While reading Anne Frank: Diary of a Young Girl, one of my students claimed that the Holocaust was entirely fabricated. This frustrated me a bit, but I attempted to avoid any outright claim that he was completely wrong and took the class through a logical discussion of points on either side of the debate. As often happens with discussions on conspiracy theories, the topic went from the theory to "well, how do we know that anything is real?" One of my students who loves studying quantum mechanics then claimed that 1. There is strong evidence of the existence of a soul and 2. Nothing exists until it is observed.

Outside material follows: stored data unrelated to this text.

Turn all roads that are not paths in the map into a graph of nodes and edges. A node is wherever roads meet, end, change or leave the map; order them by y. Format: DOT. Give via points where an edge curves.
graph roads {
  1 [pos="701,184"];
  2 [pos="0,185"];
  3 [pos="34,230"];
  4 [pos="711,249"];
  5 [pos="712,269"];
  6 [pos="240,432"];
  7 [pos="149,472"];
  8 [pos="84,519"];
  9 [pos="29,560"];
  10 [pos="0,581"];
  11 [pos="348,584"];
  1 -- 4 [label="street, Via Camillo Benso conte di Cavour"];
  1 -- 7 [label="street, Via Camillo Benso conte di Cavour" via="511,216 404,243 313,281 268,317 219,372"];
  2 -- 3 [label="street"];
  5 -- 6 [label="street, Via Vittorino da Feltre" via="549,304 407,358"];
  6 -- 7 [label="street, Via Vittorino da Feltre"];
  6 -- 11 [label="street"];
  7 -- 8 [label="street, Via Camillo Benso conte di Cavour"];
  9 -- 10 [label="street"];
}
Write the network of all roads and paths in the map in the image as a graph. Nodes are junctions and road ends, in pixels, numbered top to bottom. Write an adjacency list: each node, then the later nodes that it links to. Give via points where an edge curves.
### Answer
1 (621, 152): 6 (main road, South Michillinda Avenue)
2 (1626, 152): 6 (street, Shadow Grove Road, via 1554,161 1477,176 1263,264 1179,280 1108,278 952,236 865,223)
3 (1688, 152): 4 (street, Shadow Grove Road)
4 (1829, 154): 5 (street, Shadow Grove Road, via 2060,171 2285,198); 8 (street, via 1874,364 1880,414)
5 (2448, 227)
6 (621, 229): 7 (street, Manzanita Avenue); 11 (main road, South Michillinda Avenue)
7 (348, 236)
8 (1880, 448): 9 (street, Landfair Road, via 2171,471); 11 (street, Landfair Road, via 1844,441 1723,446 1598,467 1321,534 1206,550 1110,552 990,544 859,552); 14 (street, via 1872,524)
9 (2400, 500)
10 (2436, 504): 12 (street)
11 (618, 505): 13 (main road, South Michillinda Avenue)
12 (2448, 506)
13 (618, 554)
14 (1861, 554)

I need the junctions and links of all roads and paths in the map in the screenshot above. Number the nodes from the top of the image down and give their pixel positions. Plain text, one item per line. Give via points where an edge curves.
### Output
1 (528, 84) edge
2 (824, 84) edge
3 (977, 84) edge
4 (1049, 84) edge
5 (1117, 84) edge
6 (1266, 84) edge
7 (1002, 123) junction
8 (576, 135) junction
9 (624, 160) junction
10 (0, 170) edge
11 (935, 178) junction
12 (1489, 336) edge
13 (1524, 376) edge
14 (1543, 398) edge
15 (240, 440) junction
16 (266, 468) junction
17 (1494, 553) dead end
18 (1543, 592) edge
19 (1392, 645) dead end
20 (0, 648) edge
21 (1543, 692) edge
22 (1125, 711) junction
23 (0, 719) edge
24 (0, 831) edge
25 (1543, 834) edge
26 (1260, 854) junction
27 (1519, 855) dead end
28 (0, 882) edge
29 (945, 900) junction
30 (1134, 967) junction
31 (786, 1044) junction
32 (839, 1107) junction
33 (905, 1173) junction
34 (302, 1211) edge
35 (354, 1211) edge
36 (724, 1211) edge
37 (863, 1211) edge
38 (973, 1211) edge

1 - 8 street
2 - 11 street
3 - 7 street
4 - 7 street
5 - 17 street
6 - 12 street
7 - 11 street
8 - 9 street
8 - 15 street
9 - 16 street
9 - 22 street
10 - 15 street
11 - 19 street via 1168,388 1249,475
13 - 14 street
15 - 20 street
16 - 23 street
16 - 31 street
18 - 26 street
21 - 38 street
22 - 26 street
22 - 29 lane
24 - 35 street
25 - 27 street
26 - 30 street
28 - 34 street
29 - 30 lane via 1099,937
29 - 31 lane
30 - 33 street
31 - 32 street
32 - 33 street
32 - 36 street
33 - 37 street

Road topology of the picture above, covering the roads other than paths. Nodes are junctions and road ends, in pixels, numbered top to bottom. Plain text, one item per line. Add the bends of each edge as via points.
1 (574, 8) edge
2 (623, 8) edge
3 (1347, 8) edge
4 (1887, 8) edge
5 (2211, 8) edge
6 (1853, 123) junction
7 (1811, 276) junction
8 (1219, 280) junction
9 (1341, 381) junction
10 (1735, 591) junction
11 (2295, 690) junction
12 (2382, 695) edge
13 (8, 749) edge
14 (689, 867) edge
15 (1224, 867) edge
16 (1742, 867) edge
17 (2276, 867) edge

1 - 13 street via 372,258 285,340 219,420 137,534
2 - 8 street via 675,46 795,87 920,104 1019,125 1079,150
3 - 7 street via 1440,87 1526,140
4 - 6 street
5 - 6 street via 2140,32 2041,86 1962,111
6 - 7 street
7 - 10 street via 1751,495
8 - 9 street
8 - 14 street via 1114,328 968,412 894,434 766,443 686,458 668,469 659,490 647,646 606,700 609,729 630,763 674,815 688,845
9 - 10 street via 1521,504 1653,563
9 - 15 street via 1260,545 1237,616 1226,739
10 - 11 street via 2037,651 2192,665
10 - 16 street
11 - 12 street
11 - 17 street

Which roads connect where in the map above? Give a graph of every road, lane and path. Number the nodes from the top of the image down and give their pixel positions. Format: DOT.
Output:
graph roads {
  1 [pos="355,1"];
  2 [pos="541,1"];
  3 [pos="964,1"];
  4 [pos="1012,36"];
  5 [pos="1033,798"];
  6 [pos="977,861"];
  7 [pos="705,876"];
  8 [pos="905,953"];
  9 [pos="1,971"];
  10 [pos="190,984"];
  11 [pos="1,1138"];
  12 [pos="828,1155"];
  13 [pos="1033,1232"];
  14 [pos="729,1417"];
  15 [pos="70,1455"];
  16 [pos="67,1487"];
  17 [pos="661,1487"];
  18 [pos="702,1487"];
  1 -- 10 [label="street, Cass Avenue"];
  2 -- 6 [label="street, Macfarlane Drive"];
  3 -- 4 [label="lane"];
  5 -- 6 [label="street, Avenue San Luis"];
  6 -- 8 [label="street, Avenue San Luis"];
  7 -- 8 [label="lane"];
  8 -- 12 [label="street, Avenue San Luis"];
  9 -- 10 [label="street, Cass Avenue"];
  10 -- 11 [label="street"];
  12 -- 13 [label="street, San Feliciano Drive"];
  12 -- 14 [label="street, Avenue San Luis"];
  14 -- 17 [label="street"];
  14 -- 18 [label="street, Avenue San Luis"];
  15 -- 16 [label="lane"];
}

Skeptical as I am, for his first point I inquired about the research he cited in support of the existence of a soul. He claimed that a doctor weighed dying patients directly before and directly after death, and found that there was a substantial difference in weight. I then asked if the doctor accounted for extraneous variables such as expulsion of gases, and my student nodded vigorously. Still skeptical, I decided to look up the research at a later time (which would be now).

The doctor did account for extraneous variables (gases in the lungs and bodily fluids), but probably not enough of them. His sample size was extremely small, especially due to the fact that with several of his patients the equipment which he was using had malfunctioned. It's an interesting hypothesis, no doubt, but the evidence seems a bit shaky to me.

Now onto his second point. Interestingly enough, the first article on the topic that I looked up mentioned that this phenomenon (referred to as quantum weirdness) might point to the existence of a soul. Ironically, my student didn't specifically cite quantum weirdness as further support for the soul theory--but I digress.

Thankfully, for this point I was able to find further research that was a little more robust. So robust, in fact, that it made my head hurt a little while I read it (yay for learning!) I will try to pick apart at the jargon as best I can here. The best evidence of this observation-dependent existence is the behavior of a photon (or light wave/particle) after it has been split by a beam splitter and allowed to travel for several meters. If one attempts to make a measurement of "path A" and "path B" simultaneously, one of the measurements will interfere with the other. That is, the single photon is almost behaving as if it is still "together" upon observation of either section. According to the physicists who conducted this research, this would be true for particles even if the pathways were light years apart.

In my somewhat educated opinion, this could point to the existence of something with a soul-like quality. Perhaps not in the traditional or religious sense, but in the sense that perhaps parts of us exists in different dimensions (if I remember correctly, space and time exist as one, and as one travels further and further into space, this becomes warped. Objects with a crapton of gravity, or any gravity for that matter, also warp space-time). At this point though, this is just another hypothesis.